# Exercise directions:
Omit the pictures from the entries below and retype everything else exactly.

== Segment start ==

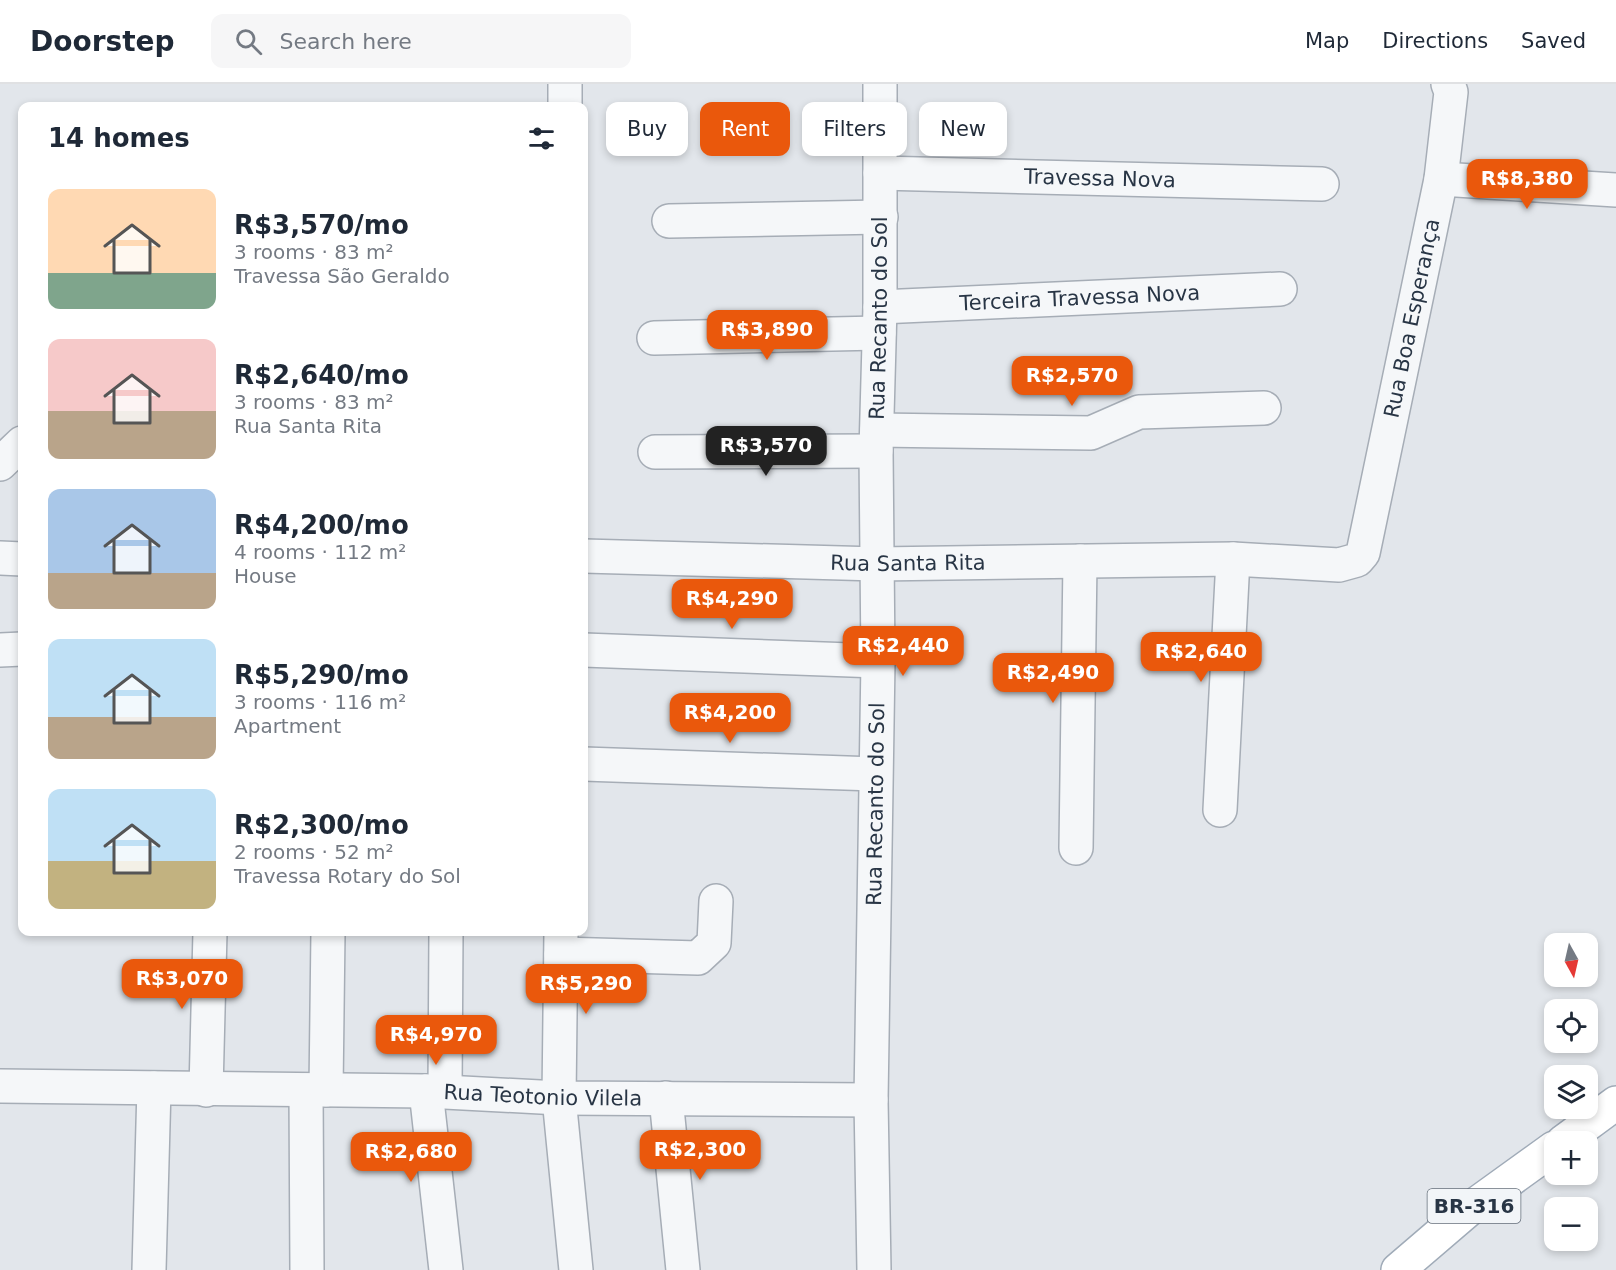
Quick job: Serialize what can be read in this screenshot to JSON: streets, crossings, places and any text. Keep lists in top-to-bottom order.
{
  "streets": {
    "main road": ["BR-316"],
    "street": [
      "Travessa Nova",
      "Terceira Travessa Nova",
      "Rua Recanto do Sol",
      "Rua Boa Esperança",
      "Rua Santa Rita",
      "Rua Teotonio Vilela"
    ]
  },
  "crossings": [
    ["Travessa Nova", "Rua Recanto do Sol"],
    ["Terceira Travessa Nova", "Rua Recanto do Sol"],
    ["Rua Recanto do Sol", "Rua Santa Rita"],
    ["Rua Recanto do Sol", "Rua Teotonio Vilela"],
    ["Rua Boa Esperança", "Rua Santa Rita"]
  ],
  "north": "bottom",
  "page": {
    "header": "Doorstep",
    "search": "Search here",
    "nav": ["Map", "Directions", "Saved"],
    "chip": [
      "Buy",
      "Rent",
      "Filters",
      "New"
    ],
    "heading": "14 homes",
    "price": [
      "R$8,380",
      "R$3,890",
      "R$2,570",
      "R$3,570",
      "R$4,290",
      "R$2,440",
      "R$2,640",
      "R$2,490",
      "R$4,200",
      "R$3,070",
      "R$5,290",
      "R$4,970",
      "R$2,300",
      "R$2,680"
    ],
    "list": [
      {
        "name": "R$3,570/mo",
        "note": "3 rooms · 83 m² · Travessa São Geraldo"
      },
      {
        "name": "R$2,640/mo",
        "note": "3 rooms · 83 m² · Rua Santa Rita"
      },
      {
        "name": "R$4,200/mo",
        "note": "4 rooms · 112 m² · House"
      },
      {
        "name": "R$5,290/mo",
        "note": "3 rooms · 116 m² · Apartment"
      },
      {
        "name": "R$2,300/mo",
        "note": "2 rooms · 52 m² · Travessa Rotary do Sol"
      }
    ],
    "map_buttons": ["+", "−"]
  }
}
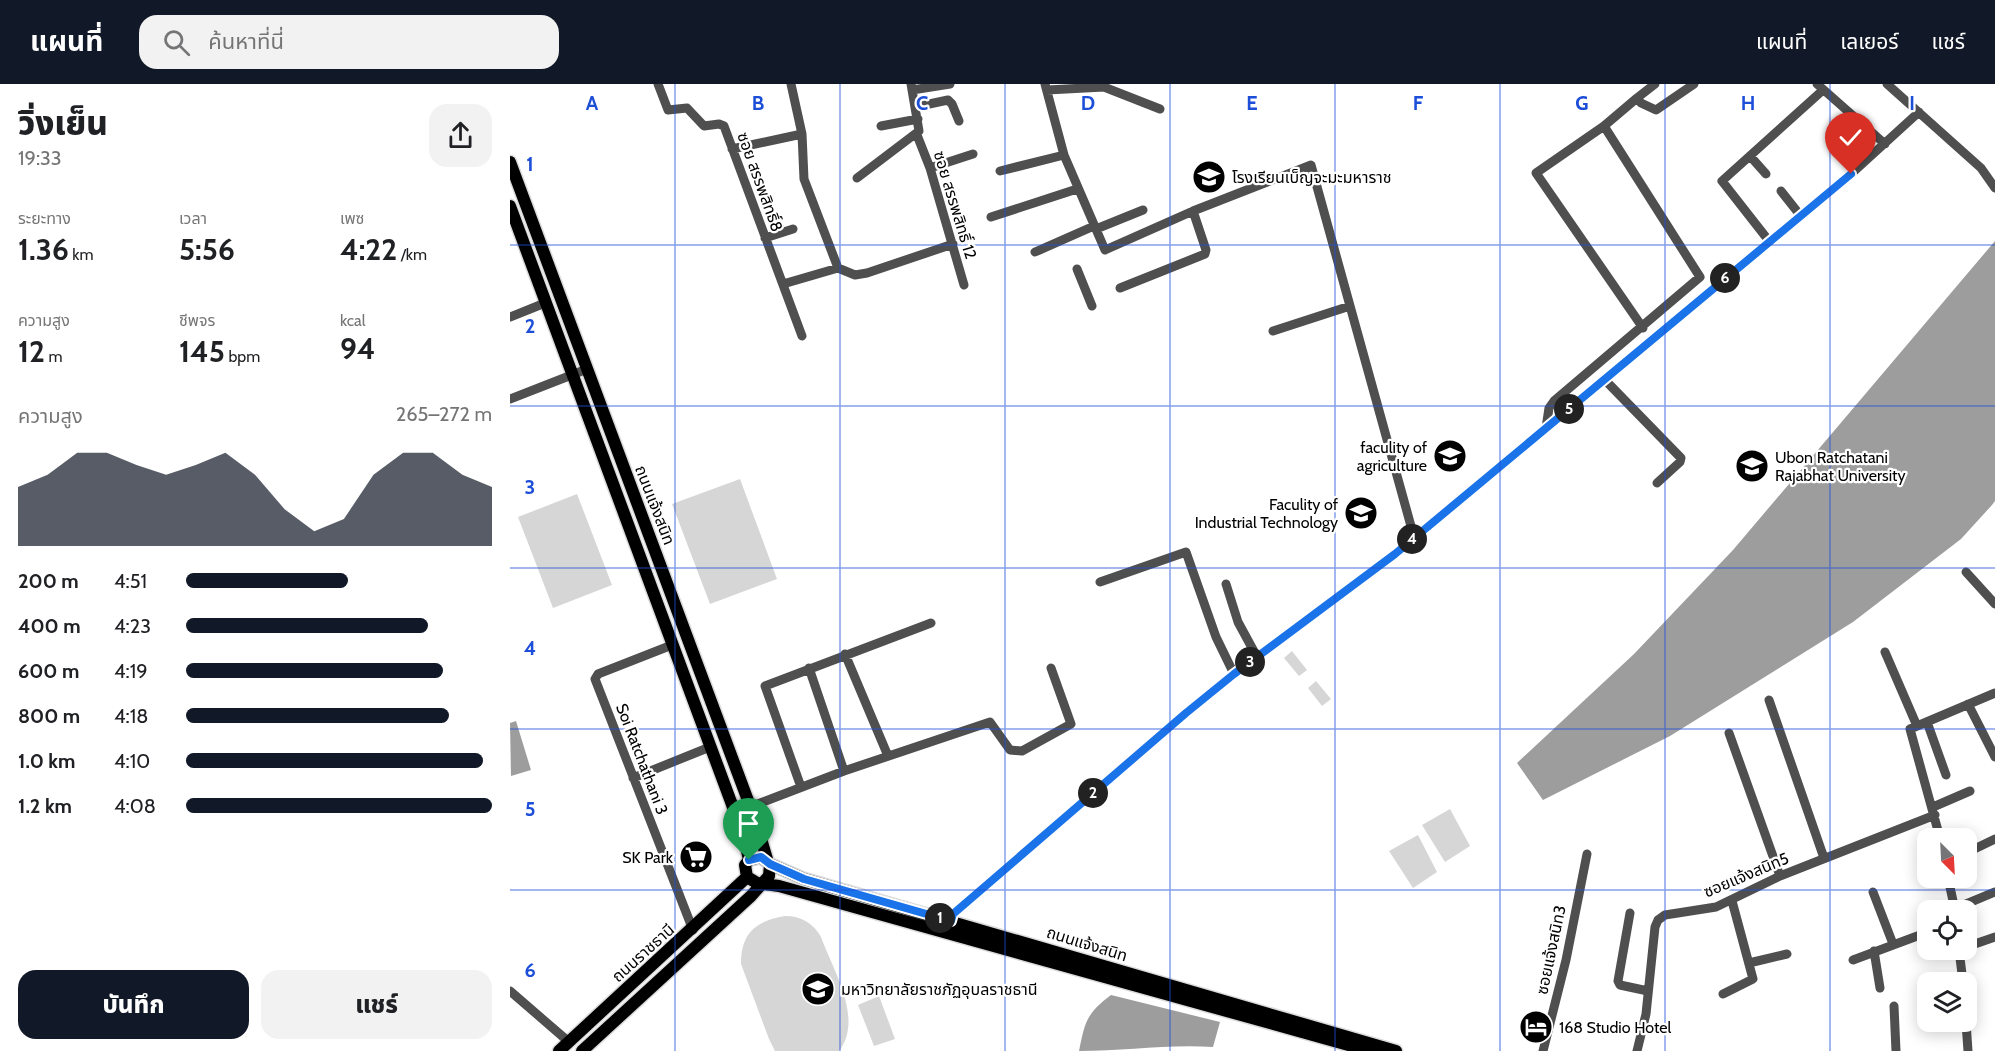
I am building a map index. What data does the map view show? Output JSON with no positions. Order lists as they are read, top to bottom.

== Segment end ==

# Result of this exercise:
Quick job: Serialize what can be read in this screenshot to JSON: streets, crossings, places and any text. Keep lists in top-to-bottom order.
{
  "streets": {
    "main road": ["BR-316"],
    "street": [
      "Travessa Nova",
      "Terceira Travessa Nova",
      "Rua Recanto do Sol",
      "Rua Boa Esperança",
      "Rua Santa Rita",
      "Rua Teotonio Vilela"
    ]
  },
  "crossings": [
    ["Travessa Nova", "Rua Recanto do Sol"],
    ["Terceira Travessa Nova", "Rua Recanto do Sol"],
    ["Rua Recanto do Sol", "Rua Santa Rita"],
    ["Rua Recanto do Sol", "Rua Teotonio Vilela"],
    ["Rua Boa Esperança", "Rua Santa Rita"]
  ],
  "north": "bottom",
  "page": {
    "header": "Doorstep",
    "search": "Search here",
    "nav": ["Map", "Directions", "Saved"],
    "chip": [
      "Buy",
      "Rent",
      "Filters",
      "New"
    ],
    "heading": "14 homes",
    "price": [
      "R$8,380",
      "R$3,890",
      "R$2,570",
      "R$3,570",
      "R$4,290",
      "R$2,440",
      "R$2,640",
      "R$2,490",
      "R$4,200",
      "R$3,070",
      "R$5,290",
      "R$4,970",
      "R$2,300",
      "R$2,680"
    ],
    "list": [
      {
        "name": "R$3,570/mo",
        "note": "3 rooms · 83 m² · Travessa São Geraldo"
      },
      {
        "name": "R$2,640/mo",
        "note": "3 rooms · 83 m² · Rua Santa Rita"
      },
      {
        "name": "R$4,200/mo",
        "note": "4 rooms · 112 m² · House"
      },
      {
        "name": "R$5,290/mo",
        "note": "3 rooms · 116 m² · Apartment"
      },
      {
        "name": "R$2,300/mo",
        "note": "2 rooms · 52 m² · Travessa Rotary do Sol"
      }
    ],
    "map_buttons": ["+", "−"]
  }
}
I am building a map index. What data does the map view show? Output JSON with no positions. Order lists as they are read, top to bottom.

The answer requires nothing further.